店員さんがしきりに頭を下げてスープを下げているが、客は皆責めるどころか、お互い運がなかったねと励ましていて、まったくもって優しい世界というよりほかにない。カキに当たった時と同じような感覚でいるのかもしれないな。

ただ、客は怒っていなくとも事件が起きたことは事実だ。あとでこの店は何かお叱りを受けることになるだろう。


いや、ちょっと待てよ。

貝毒なんて港町なら常識として皆知っている。

たしか漁業組合での検査も義務付けられているはずだ。

この店で出されていた魚介のスープはこの地方の定番料理なのだから、もちろん他の店や家庭でもよく食べられているものだろう。

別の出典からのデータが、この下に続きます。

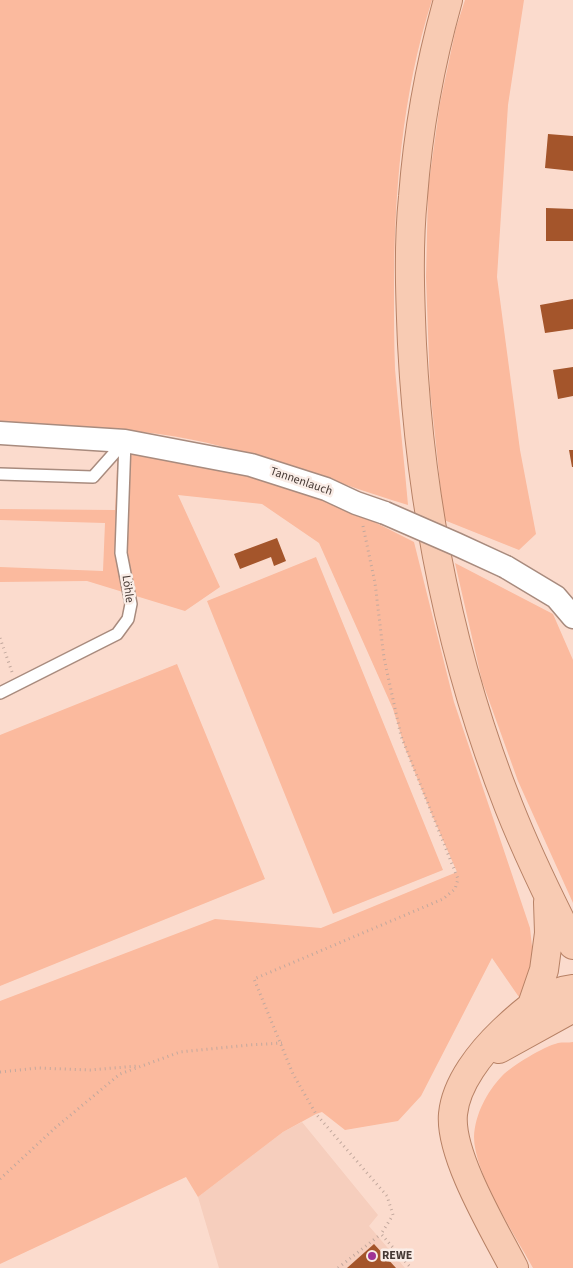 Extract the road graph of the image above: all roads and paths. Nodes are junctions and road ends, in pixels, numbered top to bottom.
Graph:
1 (448, 0) edge
2 (0, 433) edge
3 (125, 441) junction
4 (0, 474) edge
5 (356, 503) junction
6 (573, 617) edge
7 (0, 638) edge
8 (17, 684) junction
9 (0, 692) edge
10 (547, 896) junction
11 (573, 945) edge
12 (573, 989) edge
13 (532, 1005) junction
14 (573, 1008) edge
15 (573, 1030) edge
16 (516, 1039) junction
17 (282, 1043) junction
18 (143, 1065) junction
19 (473, 1067) junction
20 (0, 1072) edge
21 (0, 1179) edge
22 (381, 1234) junction
23 (338, 1268) edge
24 (411, 1268) edge
25 (514, 1268) edge

1 - 10 main road
2 - 3 street, Tannenlauch
3 - 4 lane
3 - 5 street, Tannenlauch
3 - 8 lane, Löhle
5 - 6 street, Tannenlauch, bridge
5 - 17 path
7 - 8 path
8 - 9 lane, Löhle
10 - 11 main road
10 - 13 main road
12 - 13 main road
13 - 19 main road
14 - 16 main road
15 - 16 main road
16 - 19 main road
17 - 18 path
17 - 22 path
18 - 20 path
18 - 21 path
19 - 25 main road
22 - 23 path
22 - 24 path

そのわりに、貝毒が出たという話はここ以外では聞いていない。

つまりこの店は単に毒のある食品を客に提供してしまっただけでなく、正規の検査をした組合を通さず違法販売をしている人間との繋がりがある、という疑惑がかかるわけだ。

しかしながら、クソ真面目なカタリナさんが王子の食事先として選んだ店が、そんな杜撰な行為をしているものだろうか。

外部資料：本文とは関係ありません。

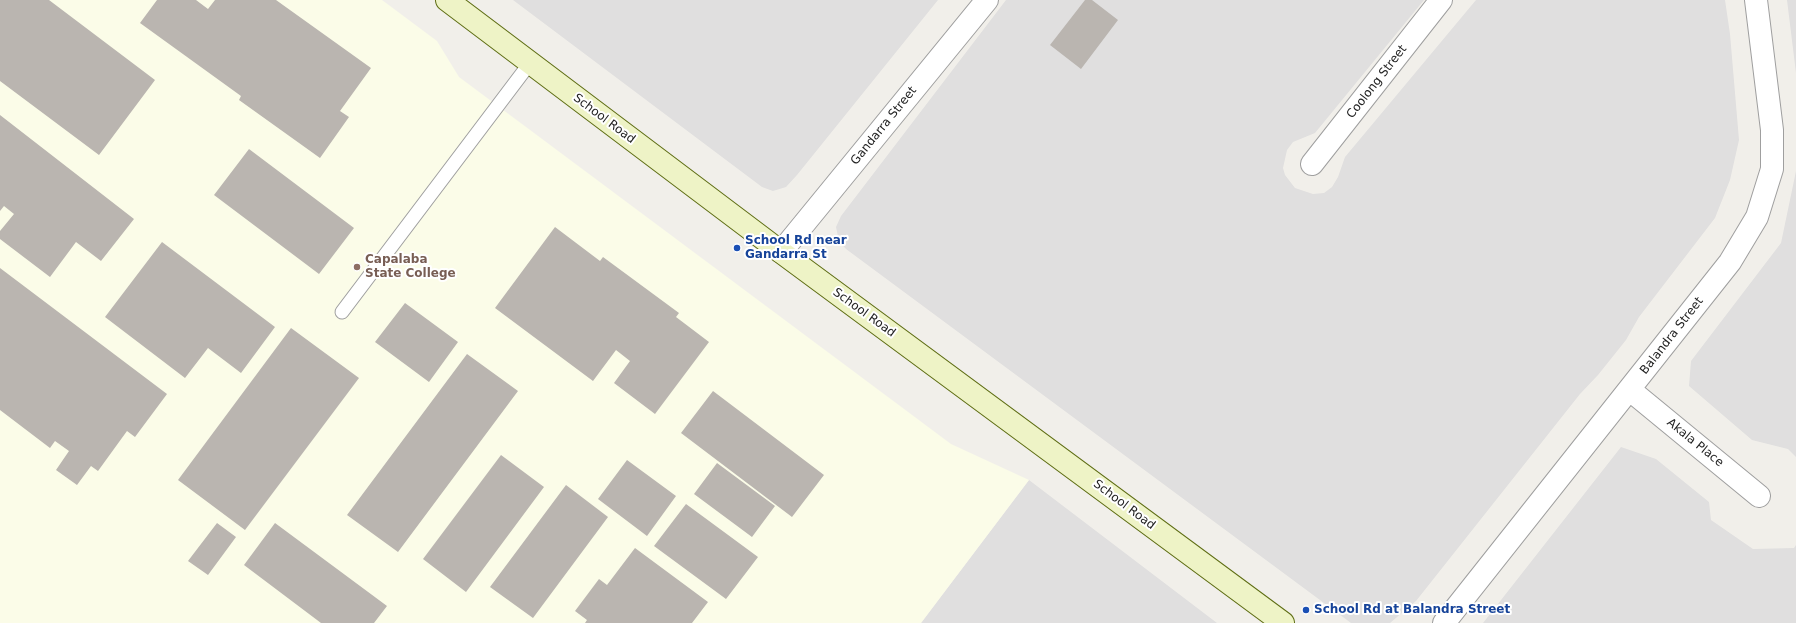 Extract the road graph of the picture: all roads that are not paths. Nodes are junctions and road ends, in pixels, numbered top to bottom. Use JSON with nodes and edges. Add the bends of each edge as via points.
{"nodes":[{"id":1,"x":447,"y":0,"type":"edge"},
{"id":2,"x":987,"y":0,"type":"edge"},
{"id":3,"x":1441,"y":0,"type":"edge"},
{"id":4,"x":1756,"y":0,"type":"edge"},
{"id":5,"x":530,"y":63,"type":"junction"},
{"id":6,"x":1312,"y":164,"type":"dead end"},
{"id":7,"x":781,"y":252,"type":"junction"},
{"id":8,"x":342,"y":312,"type":"dead end"},
{"id":9,"x":1630,"y":390,"type":"junction"},
{"id":10,"x":1760,"y":496,"type":"dead end"},
{"id":11,"x":1283,"y":623,"type":"edge"},
{"id":12,"x":1444,"y":623,"type":"edge"}],
"edges":[{"from":1,"to":5,"type":"street","name":"School Road"},
{"from":2,"to":7,"type":"street","name":"Gandarra Street"},
{"from":3,"to":6,"type":"street","name":"Coolong Street"},
{"from":4,"to":9,"type":"street","name":"Balandra Street","via":[[1772,130],[1772,169],[1757,218],[1730,262]]},
{"from":5,"to":7,"type":"street","name":"School Road"},
{"from":5,"to":8,"type":"lane"},
{"from":7,"to":11,"type":"street","name":"School Road"},
{"from":9,"to":10,"type":"street","name":"Akala Place"},
{"from":9,"to":12,"type":"street","name":"Balandra Street"}]}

そう思ってカタリナさんの様子を窺えば、案の定先程までより少々険しい顔をしている。

いいじゃない。

事件の香りがしてきましたよ。

俺は真剣な表情を作り、声を潜めてカタリナさんへ話しかけた。


「カタリナさん。短い付き合いではありますが、僕は貴方の人格に一定の信頼をおいています」

「……ありがとうございます」

「そのうえで聞きたいのですが、……この件は少々不思議な点がありますね?」

「はい。まず食事をとってから症状が出るまでの時間が貝毒にしては早すぎます。それに今日貝毒が出たという話を私は港で聞いておりません。

それにこの店は何度か来ており、店主とも見知った仲ですが、わざわざ不安定なルートから仕入れをするような愚か者でもない」

「……となると、そうなりますね」

「ええ」


俺達はお互いが同じ結論に至ったことを確信し、頷き合う。